**EXERCISE INSTRUCTIONS**:
Determine how many lines in the listing that follows include "Doutor". Answer only with that number.

--- DATASET RECORDS Enclosed Below ---

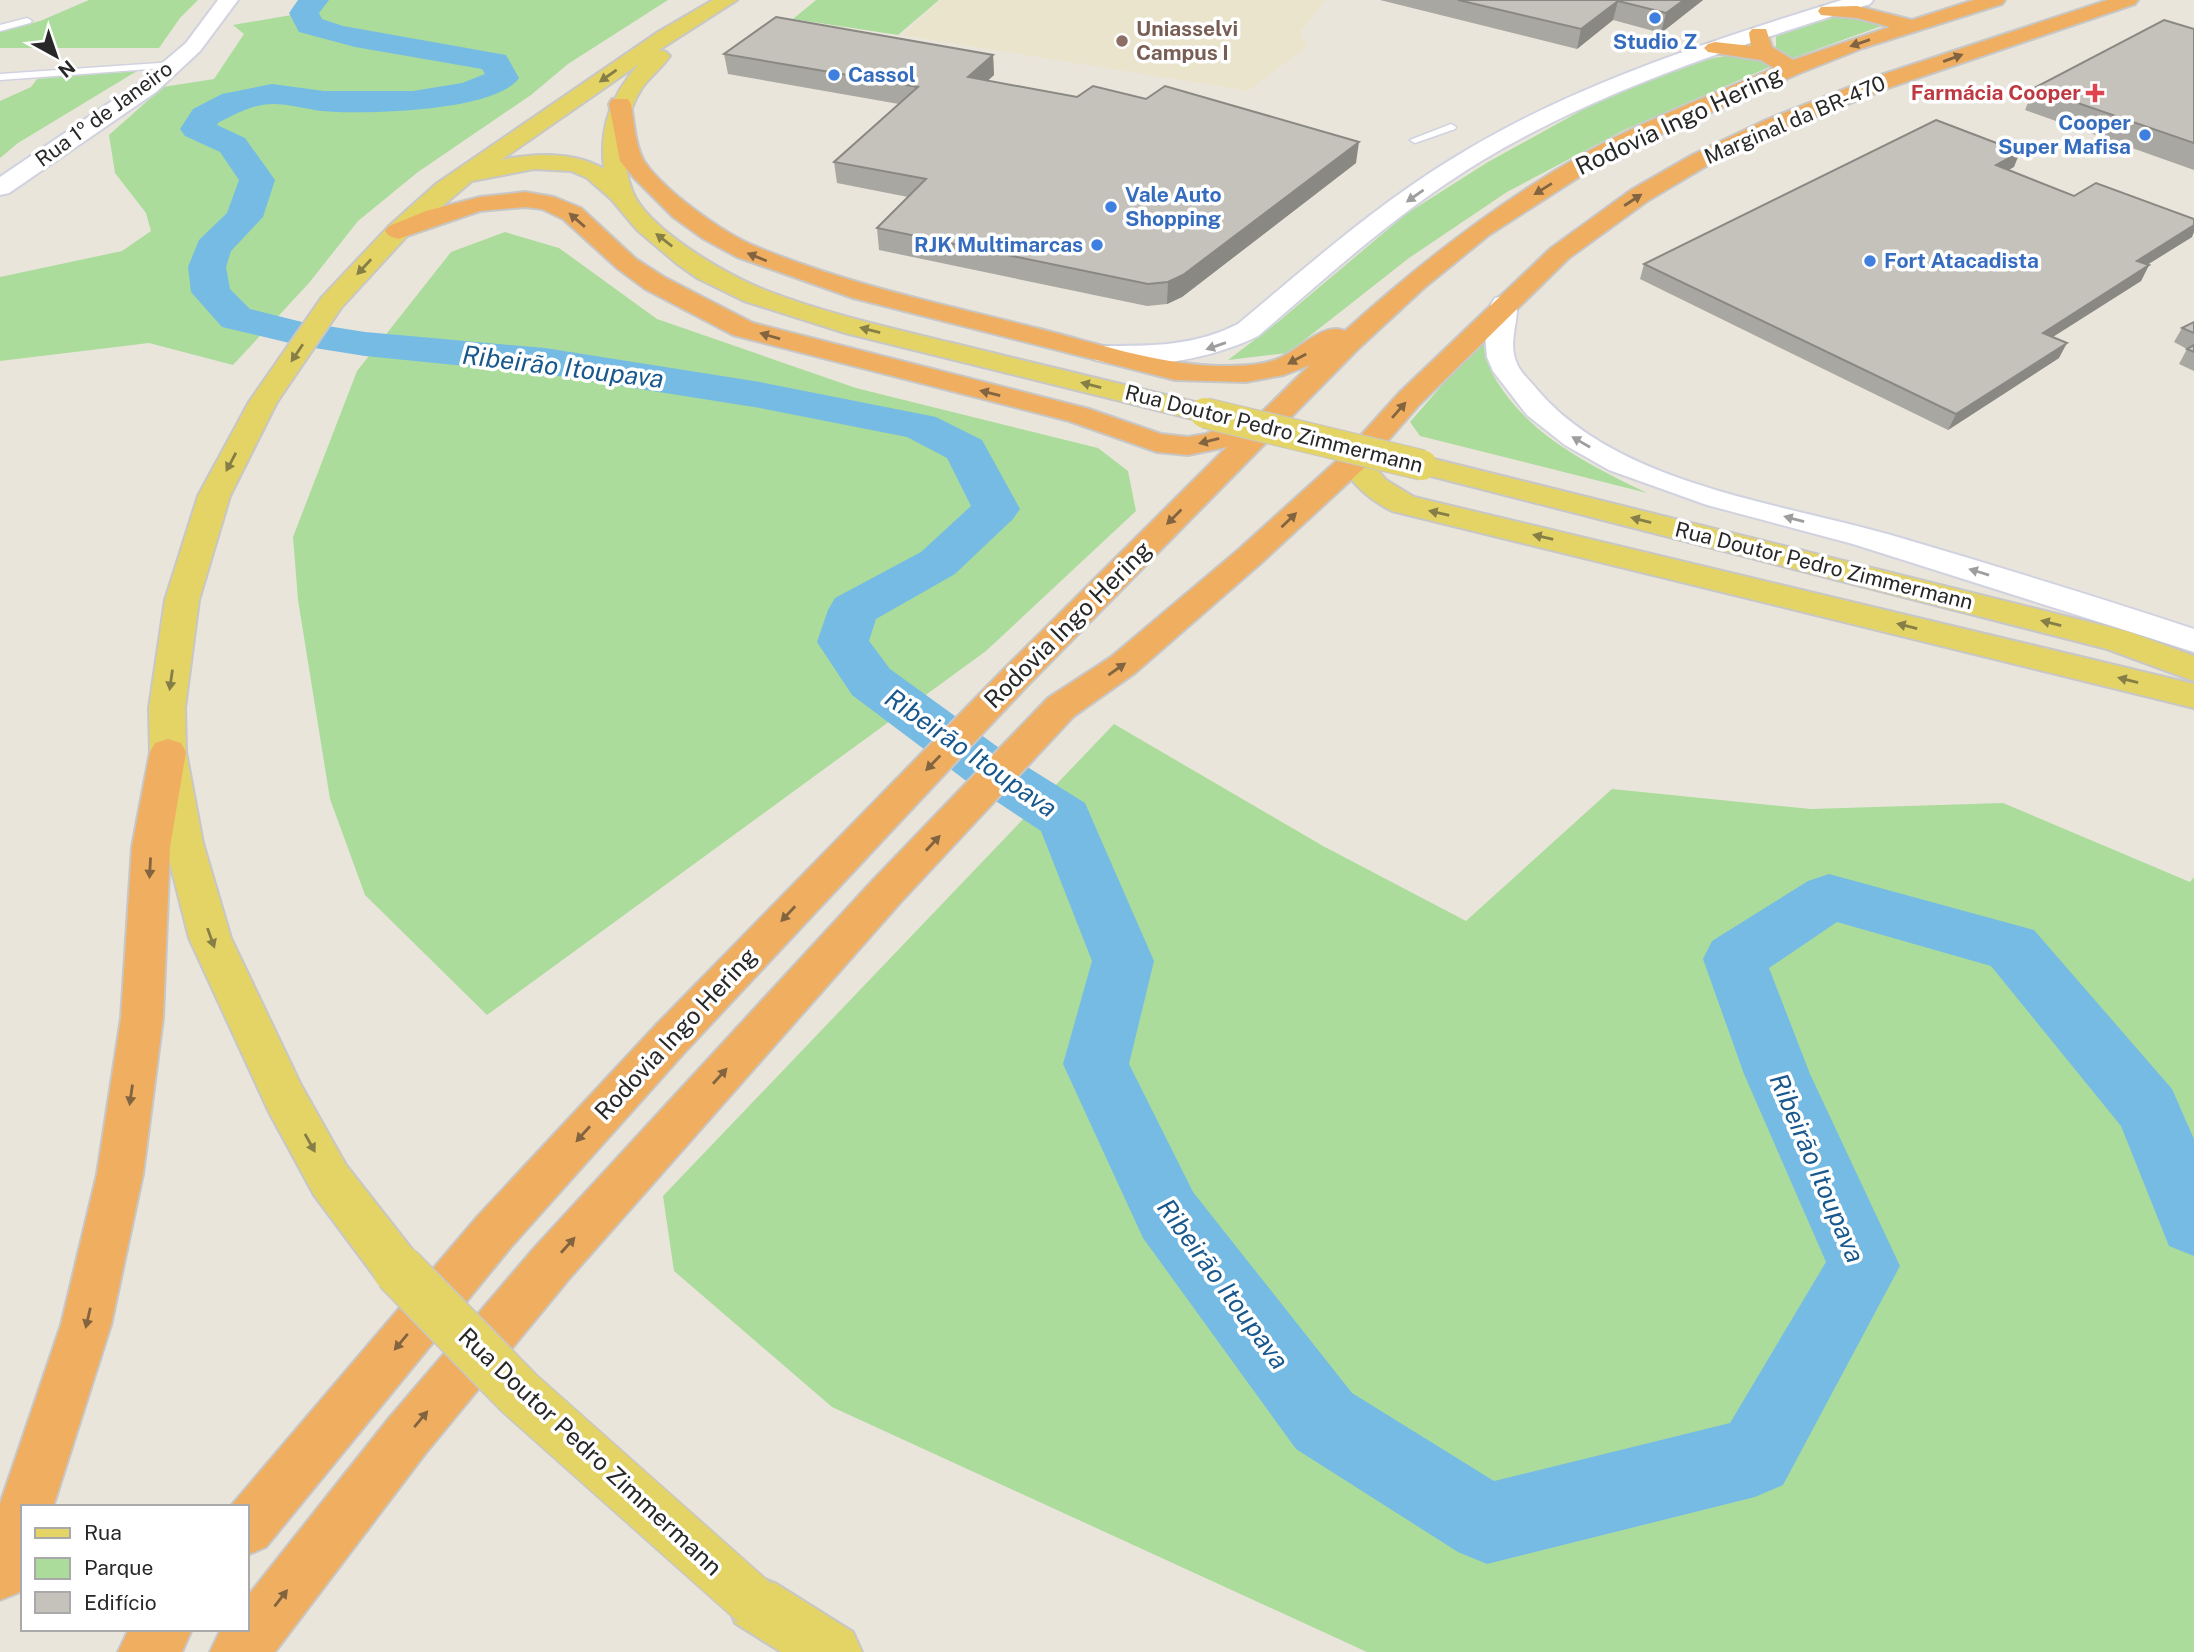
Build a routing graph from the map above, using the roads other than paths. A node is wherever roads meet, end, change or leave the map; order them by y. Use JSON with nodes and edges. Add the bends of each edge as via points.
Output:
{"nodes":[{"id":1,"x":228,"y":0,"type":"edge"},
{"id":2,"x":729,"y":0,"type":"edge"},
{"id":3,"x":1863,"y":0,"type":"edge"},
{"id":4,"x":1995,"y":0,"type":"edge"},
{"id":5,"x":2128,"y":0,"type":"edge"},
{"id":6,"x":1878,"y":9,"type":"edge"},
{"id":7,"x":1828,"y":11,"type":"junction"},
{"id":8,"x":27,"y":21,"type":"dead end"},
{"id":9,"x":1913,"y":26,"type":"junction"},
{"id":10,"x":0,"y":29,"type":"edge"},
{"id":11,"x":1762,"y":43,"type":"junction"},
{"id":12,"x":1715,"y":48,"type":"joint"},
{"id":13,"x":174,"y":65,"type":"junction"},
{"id":14,"x":1792,"y":68,"type":"junction"},
{"id":15,"x":0,"y":77,"type":"edge"},
{"id":16,"x":620,"y":104,"type":"junction"},
{"id":17,"x":1451,"y":127,"type":"dead end"},
{"id":18,"x":1415,"y":140,"type":"dead end"},
{"id":19,"x":0,"y":188,"type":"edge"},
{"id":20,"x":444,"y":189,"type":"junction"},
{"id":21,"x":622,"y":195,"type":"junction"},
{"id":22,"x":398,"y":230,"type":"junction"},
{"id":23,"x":1416,"y":282,"type":"junction"},
{"id":24,"x":1504,"y":304,"type":"junction"},
{"id":25,"x":1105,"y":354,"type":"junction"},
{"id":26,"x":1292,"y":400,"type":"junction"},
{"id":27,"x":1354,"y":461,"type":"junction"},
{"id":28,"x":2117,"y":640,"type":"junction"},
{"id":29,"x":2194,"y":641,"type":"edge"},
{"id":30,"x":2194,"y":653,"type":"edge"},
{"id":31,"x":2194,"y":669,"type":"edge"},
{"id":32,"x":2194,"y":696,"type":"edge"},
{"id":33,"x":168,"y":752,"type":"junction"},
{"id":34,"x":27,"y":1505,"type":"edge"},
{"id":35,"x":21,"y":1521,"type":"edge"},
{"id":36,"x":248,"y":1527,"type":"edge"},
{"id":37,"x":0,"y":1572,"type":"edge"},
{"id":38,"x":163,"y":1631,"type":"edge"},
{"id":39,"x":147,"y":1652,"type":"edge"},
{"id":40,"x":239,"y":1652,"type":"edge"},
{"id":41,"x":833,"y":1652,"type":"edge"}],
"edges":[{"from":1,"to":13,"type":"street","name":"Rua 1º de Janeiro"},
{"from":2,"to":16,"type":"main road","name":"Rua Doutor Pedro Zimmermann","via":[[654,60]]},
{"from":2,"to":20,"type":"main road","name":"Rua Doutor Pedro Zimmermann","one_way":true,"via":[[666,36]]},
{"from":3,"to":7,"type":"street"},
{"from":4,"to":9,"type":"highway","name":"Rodovia Ingo Hering"},
{"from":24,"to":5,"type":"highway","name":"Marginal da BR-470","one_way":true,"via":[[1599,223],[1700,160],[1883,82]]},
{"from":6,"to":7,"type":"highway"},
{"from":6,"to":9,"type":"highway"},
{"from":7,"to":11,"type":"street"},
{"from":8,"to":10,"type":"lane"},
{"from":9,"to":14,"type":"highway","name":"Rodovia Ingo Hering","one_way":true},
{"from":11,"to":12,"type":"highway"},
{"from":11,"to":14,"type":"highway"},
{"from":12,"to":25,"type":"street","one_way":true,"via":[[1571,104],[1471,157],[1394,210],[1248,330],[1227,342],[1176,354]]},
{"from":13,"to":15,"type":"lane"},
{"from":13,"to":19,"type":"street","name":"Rua 1º de Janeiro"},
{"from":14,"to":23,"type":"highway","name":"Rodovia Ingo Hering","one_way":true,"via":[[1588,161],[1480,230]]},
{"from":16,"to":21,"type":"main road","name":"Rua Doutor Pedro Zimmermann","via":[[614,154]]},
{"from":25,"to":16,"type":"highway","one_way":true,"via":[[862,292],[746,253],[682,212],[642,173],[627,146]]},
{"from":17,"to":18,"type":"lane"},
{"from":20,"to":21,"type":"main road","via":[[488,171],[550,162],[591,171]]},
{"from":20,"to":22,"type":"main road","name":"Rua Doutor Pedro Zimmermann"},
{"from":28,"to":21,"type":"main road","name":"Rua Doutor Pedro Zimmermann","one_way":true,"bridge":true,"via":[[902,339],[780,304],[705,271],[655,233]]},
{"from":26,"to":22,"type":"highway","one_way":true,"via":[[1214,442],[1188,446],[1157,443],[1079,415],[743,329],[628,265],[570,214],[548,203],[475,205]]},
{"from":22,"to":33,"type":"main road","name":"Rua Doutor Pedro Zimmermann","one_way":true,"via":[[331,303],[263,402],[214,496],[182,600],[167,708]]},
{"from":23,"to":25,"type":"highway","one_way":true,"via":[[1291,364],[1265,372],[1175,372]]},
{"from":23,"to":26,"type":"highway","name":"Rodovia Ingo Hering"},
{"from":27,"to":24,"type":"highway","name":"Marginal da BR-470","one_way":true},
{"from":29,"to":24,"type":"street","one_way":true,"via":[[1860,536],[1687,488],[1589,447],[1553,426],[1504,369],[1498,334]]},
{"from":26,"to":36,"type":"highway","name":"Rodovia Ingo Hering","one_way":true,"via":[[834,864],[494,1232]]},
{"from":32,"to":27,"type":"main road","one_way":true,"via":[[1403,504],[1380,493]]},
{"from":40,"to":27,"type":"highway","name":"Marginal da BR-470","one_way":true,"via":[[407,1436],[552,1263],[886,892],[1061,707],[1123,665],[1195,606]]},
{"from":28,"to":30,"type":"street"},
{"from":28,"to":31,"type":"main road","name":"Rua Doutor Pedro Zimmermann"},
{"from":33,"to":34,"type":"highway","one_way":true,"via":[[151,847],[142,1018],[120,1174],[86,1325]]},
{"from":33,"to":41,"type":"main road","name":"Rua Doutor Pedro Zimmermann","one_way":true,"bridge":true,"via":[[184,843],[210,939],[285,1098],[330,1180],[398,1269],[519,1393],[755,1603]]},
{"from":35,"to":37,"type":"highway"},
{"from":38,"to":39,"type":"highway"}]}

--- End of Enclosed DATASET RECORDS ---

**TASK ANSWER**:
8